▶ [WHAT IS BEING ASKED] Below are some records: retype them all exactly, but not the pictures.

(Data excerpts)
# # # # #

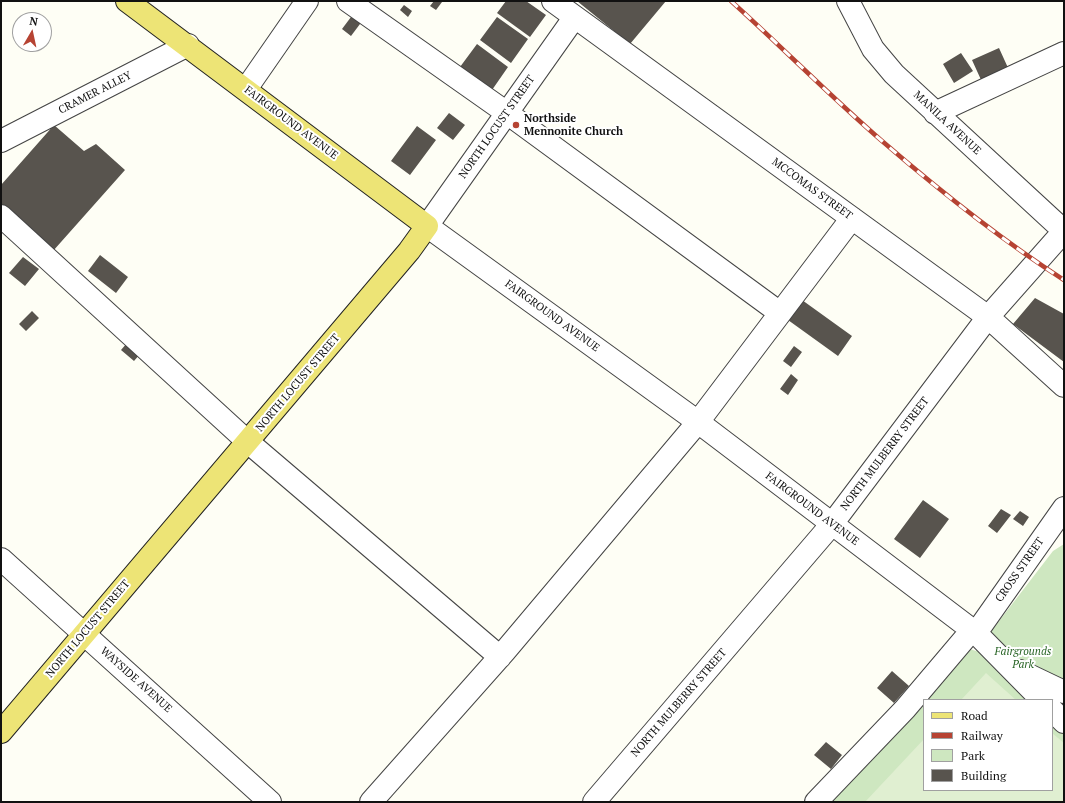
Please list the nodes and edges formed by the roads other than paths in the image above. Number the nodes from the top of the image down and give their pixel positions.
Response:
1 (127, 1) edge
2 (307, 1) edge
3 (348, 1) edge
4 (553, 1) edge
5 (848, 1) edge
6 (574, 18) junction
7 (188, 45) junction
8 (1064, 53) edge
9 (246, 89) junction
10 (508, 113) junction
11 (935, 113) junction
12 (1, 141) edge
13 (1, 216) edge
14 (852, 218) junction
15 (427, 226) junction
16 (1064, 231) edge
17 (780, 313) junction
18 (988, 317) junction
19 (1064, 386) edge
20 (698, 422) junction
21 (248, 442) junction
22 (1064, 508) edge
23 (832, 524) junction
24 (1, 559) edge
25 (974, 631) junction
26 (84, 633) junction
27 (500, 657) junction
28 (1008, 665) junction
29 (1064, 692) edge
30 (1041, 699) edge
31 (1053, 711) edge
32 (1064, 722) edge
33 (1, 732) edge
34 (270, 802) edge
35 (371, 802) edge
36 (594, 802) edge
37 (816, 802) edge

1 - 7 main road, FAIRGROUND AVENUE
2 - 9 street
3 - 10 street
4 - 6 street, MCCOMAS STREET
5 - 11 street, MANILA AVENUE
6 - 10 street, NORTH LOCUST STREET
6 - 14 street, MCCOMAS STREET
7 - 9 main road, FAIRGROUND AVENUE
7 - 12 street, CRAMER ALLEY
8 - 11 street
9 - 15 main road, FAIRGROUND AVENUE
10 - 15 street, NORTH LOCUST STREET
10 - 17 street
11 - 16 street, MANILA AVENUE
13 - 21 street
14 - 17 street
14 - 18 street, MCCOMAS STREET
15 - 20 street, FAIRGROUND AVENUE
15 - 21 main road, NORTH LOCUST STREET
16 - 18 street, NORTH MULBERRY STREET
17 - 20 street
18 - 19 street, MCCOMAS STREET
18 - 23 street, NORTH MULBERRY STREET
20 - 23 street, FAIRGROUND AVENUE
20 - 27 street
21 - 26 main road, NORTH LOCUST STREET
21 - 27 street
22 - 25 street, CROSS STREET
23 - 25 street, FAIRGROUND AVENUE
23 - 36 street, NORTH MULBERRY STREET
24 - 26 street, WAYSIDE AVENUE
25 - 28 street, FAIRGROUND AVENUE
25 - 37 street, CROSS STREET
26 - 33 main road, NORTH LOCUST STREET
26 - 34 street, WAYSIDE AVENUE
27 - 35 street
28 - 29 street
28 - 30 street, FAIRGROUND AVENUE
31 - 32 street

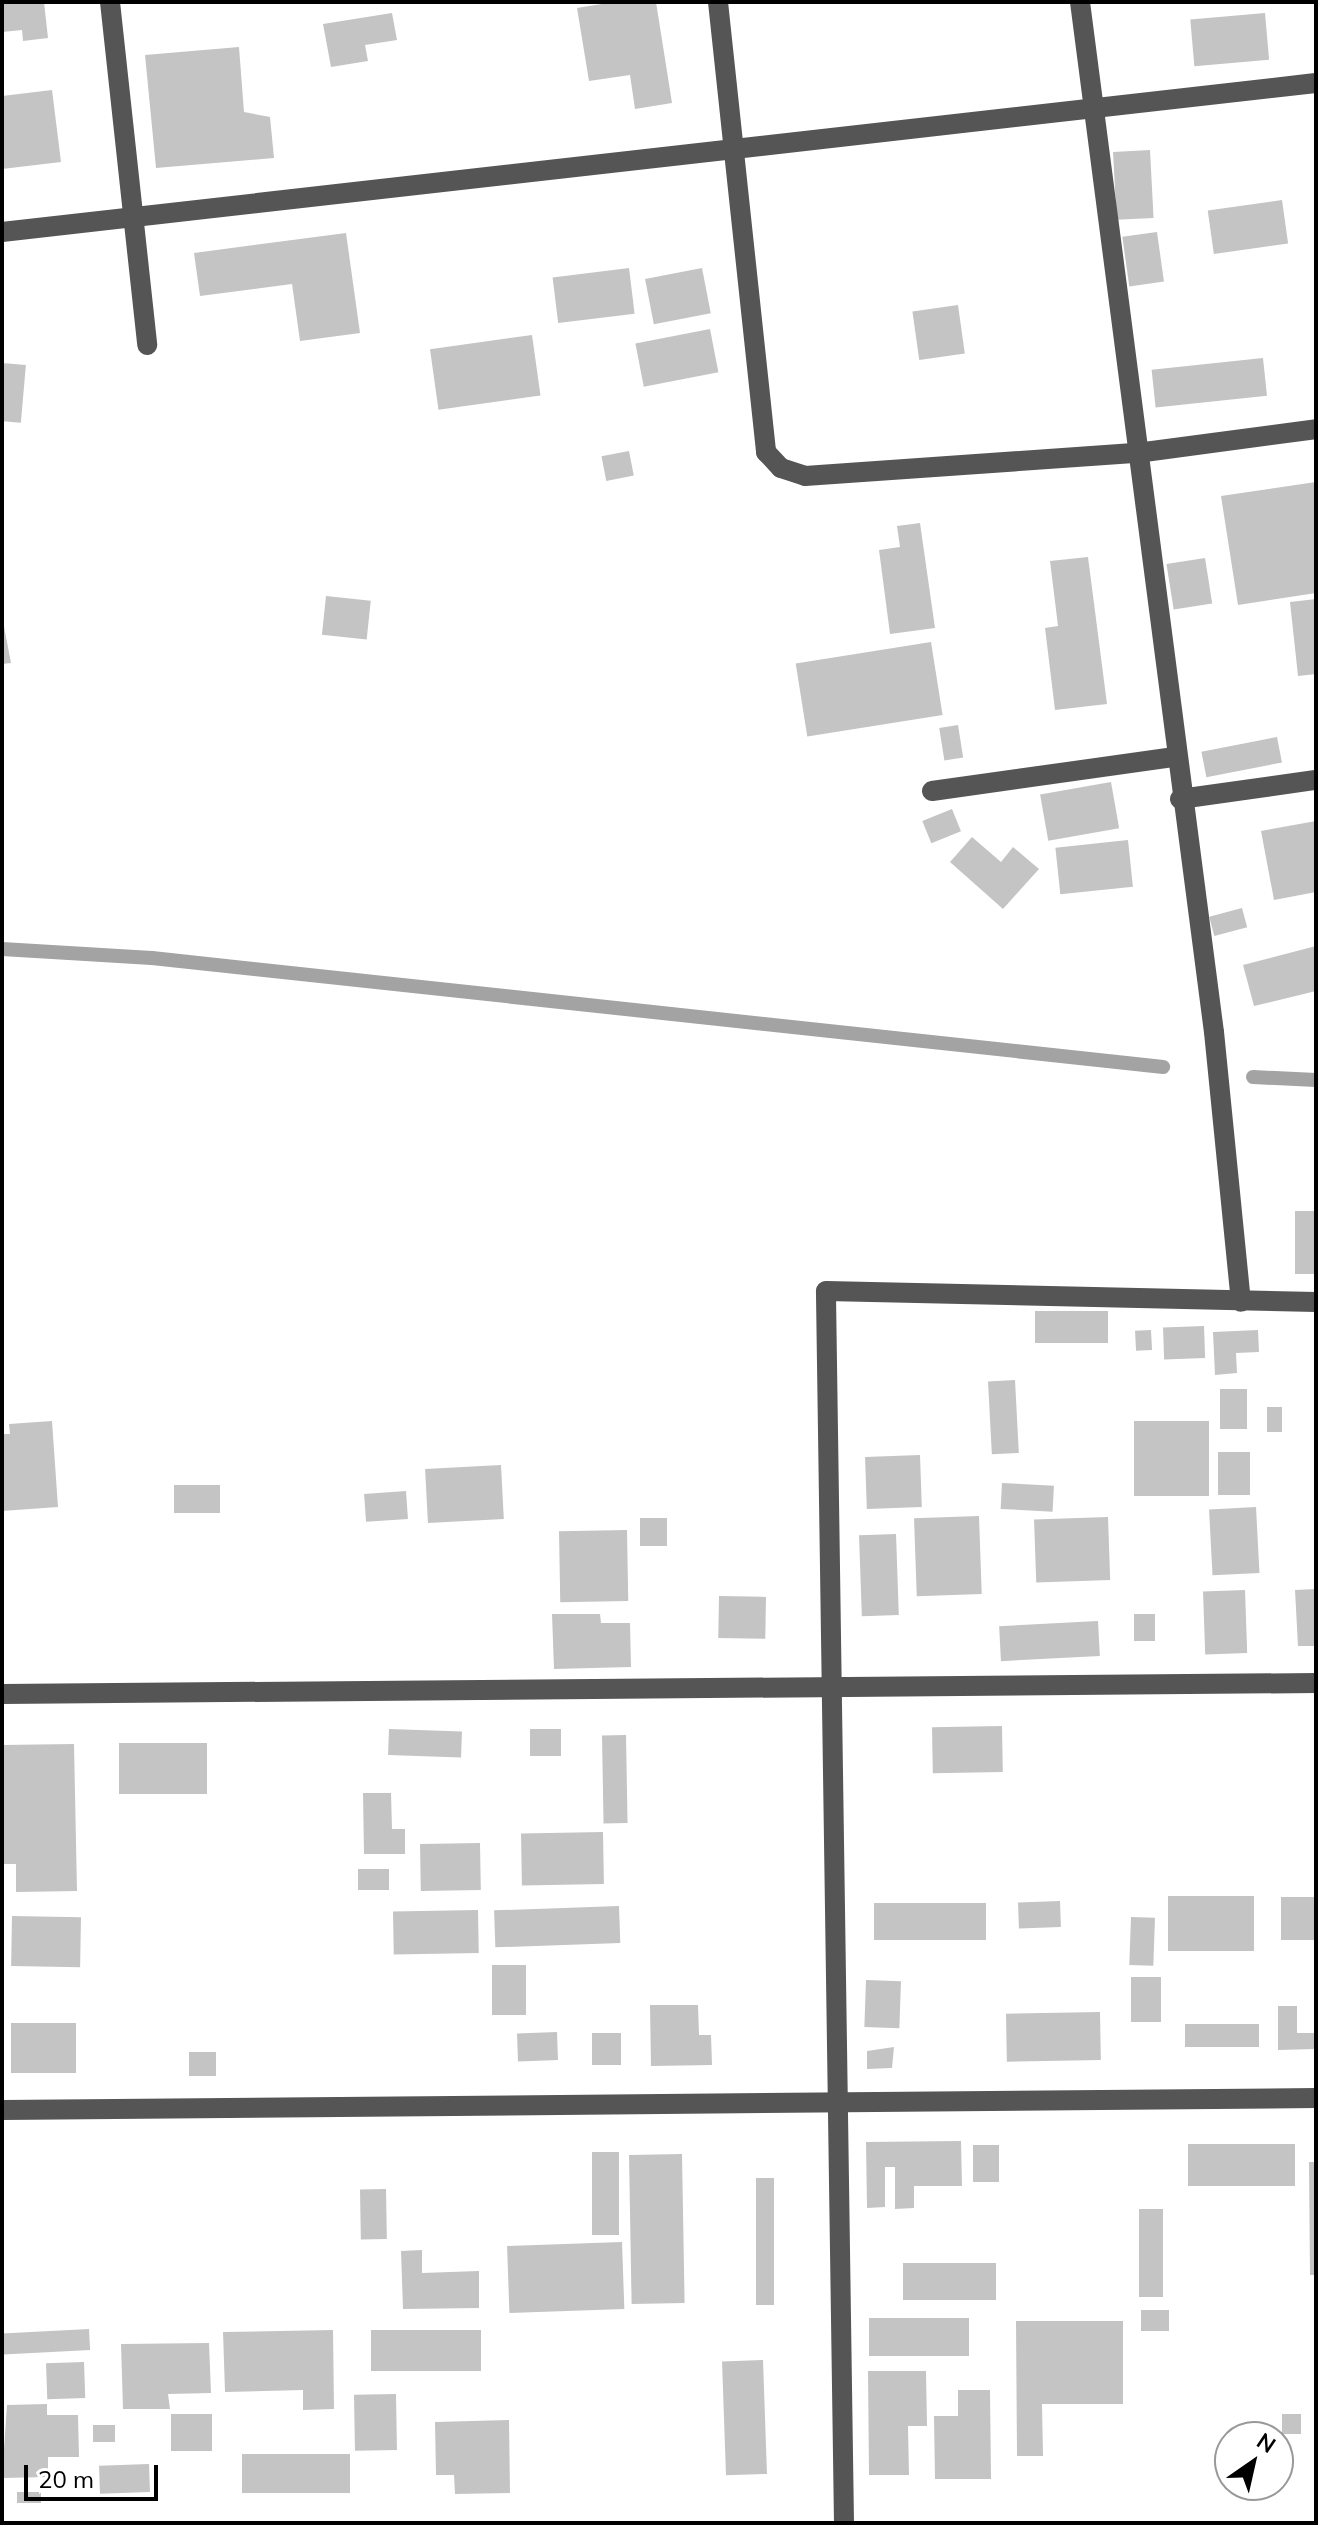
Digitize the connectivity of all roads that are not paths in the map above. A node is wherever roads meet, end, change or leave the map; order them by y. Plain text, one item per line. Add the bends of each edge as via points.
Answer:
1 (110, 2) edge
2 (718, 2) edge
3 (1080, 2) edge
4 (1316, 83) edge
5 (1093, 108) junction
6 (736, 148) junction
7 (133, 217) junction
8 (2, 232) edge
9 (147, 345) dead end
10 (1316, 429) edge
11 (1137, 453) junction
12 (1175, 757) junction
13 (1316, 780) edge
14 (932, 791) dead end
15 (1180, 799) junction
16 (1241, 1302) junction
17 (1316, 1302) edge
18 (1316, 1683) edge
19 (832, 1687) junction
20 (2, 1694) edge
21 (1316, 2098) edge
22 (838, 2102) junction
23 (2, 2110) edge
24 (844, 2523) edge

1 - 7 street
2 - 6 street
3 - 5 street
4 - 5 street
5 - 6 street
5 - 11 street
6 - 7 street
6 - 11 street via 766,452 781,468 805,476
7 - 8 street
7 - 9 street
10 - 11 street
11 - 12 street
12 - 14 street
12 - 15 street
13 - 15 street
15 - 16 street via 1214,1032
16 - 17 street
16 - 19 street via 826,1291
18 - 19 street
19 - 20 street
19 - 22 street
21 - 22 street
22 - 23 street
22 - 24 street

# # # # #

▶ [EXERCISE RESPONSE]
Please list the nodes and edges formed by the roads other than paths in the image above. Number the nodes from the top of the image down and give their pixel positions.
Response:
1 (127, 1) edge
2 (307, 1) edge
3 (348, 1) edge
4 (553, 1) edge
5 (848, 1) edge
6 (574, 18) junction
7 (188, 45) junction
8 (1064, 53) edge
9 (246, 89) junction
10 (508, 113) junction
11 (935, 113) junction
12 (1, 141) edge
13 (1, 216) edge
14 (852, 218) junction
15 (427, 226) junction
16 (1064, 231) edge
17 (780, 313) junction
18 (988, 317) junction
19 (1064, 386) edge
20 (698, 422) junction
21 (248, 442) junction
22 (1064, 508) edge
23 (832, 524) junction
24 (1, 559) edge
25 (974, 631) junction
26 (84, 633) junction
27 (500, 657) junction
28 (1008, 665) junction
29 (1064, 692) edge
30 (1041, 699) edge
31 (1053, 711) edge
32 (1064, 722) edge
33 (1, 732) edge
34 (270, 802) edge
35 (371, 802) edge
36 (594, 802) edge
37 (816, 802) edge

1 - 7 main road, FAIRGROUND AVENUE
2 - 9 street
3 - 10 street
4 - 6 street, MCCOMAS STREET
5 - 11 street, MANILA AVENUE
6 - 10 street, NORTH LOCUST STREET
6 - 14 street, MCCOMAS STREET
7 - 9 main road, FAIRGROUND AVENUE
7 - 12 street, CRAMER ALLEY
8 - 11 street
9 - 15 main road, FAIRGROUND AVENUE
10 - 15 street, NORTH LOCUST STREET
10 - 17 street
11 - 16 street, MANILA AVENUE
13 - 21 street
14 - 17 street
14 - 18 street, MCCOMAS STREET
15 - 20 street, FAIRGROUND AVENUE
15 - 21 main road, NORTH LOCUST STREET
16 - 18 street, NORTH MULBERRY STREET
17 - 20 street
18 - 19 street, MCCOMAS STREET
18 - 23 street, NORTH MULBERRY STREET
20 - 23 street, FAIRGROUND AVENUE
20 - 27 street
21 - 26 main road, NORTH LOCUST STREET
21 - 27 street
22 - 25 street, CROSS STREET
23 - 25 street, FAIRGROUND AVENUE
23 - 36 street, NORTH MULBERRY STREET
24 - 26 street, WAYSIDE AVENUE
25 - 28 street, FAIRGROUND AVENUE
25 - 37 street, CROSS STREET
26 - 33 main road, NORTH LOCUST STREET
26 - 34 street, WAYSIDE AVENUE
27 - 35 street
28 - 29 street
28 - 30 street, FAIRGROUND AVENUE
31 - 32 street

Digitize the connectivity of all roads that are not paths in the map above. A node is wherever roads meet, end, change or leave the map; order them by y. Plain text, one item per line. Add the bends of each edge as via points.
Answer:
1 (110, 2) edge
2 (718, 2) edge
3 (1080, 2) edge
4 (1316, 83) edge
5 (1093, 108) junction
6 (736, 148) junction
7 (133, 217) junction
8 (2, 232) edge
9 (147, 345) dead end
10 (1316, 429) edge
11 (1137, 453) junction
12 (1175, 757) junction
13 (1316, 780) edge
14 (932, 791) dead end
15 (1180, 799) junction
16 (1241, 1302) junction
17 (1316, 1302) edge
18 (1316, 1683) edge
19 (832, 1687) junction
20 (2, 1694) edge
21 (1316, 2098) edge
22 (838, 2102) junction
23 (2, 2110) edge
24 (844, 2523) edge

1 - 7 street
2 - 6 street
3 - 5 street
4 - 5 street
5 - 6 street
5 - 11 street
6 - 7 street
6 - 11 street via 766,452 781,468 805,476
7 - 8 street
7 - 9 street
10 - 11 street
11 - 12 street
12 - 14 street
12 - 15 street
13 - 15 street
15 - 16 street via 1214,1032
16 - 17 street
16 - 19 street via 826,1291
18 - 19 street
19 - 20 street
19 - 22 street
21 - 22 street
22 - 23 street
22 - 24 street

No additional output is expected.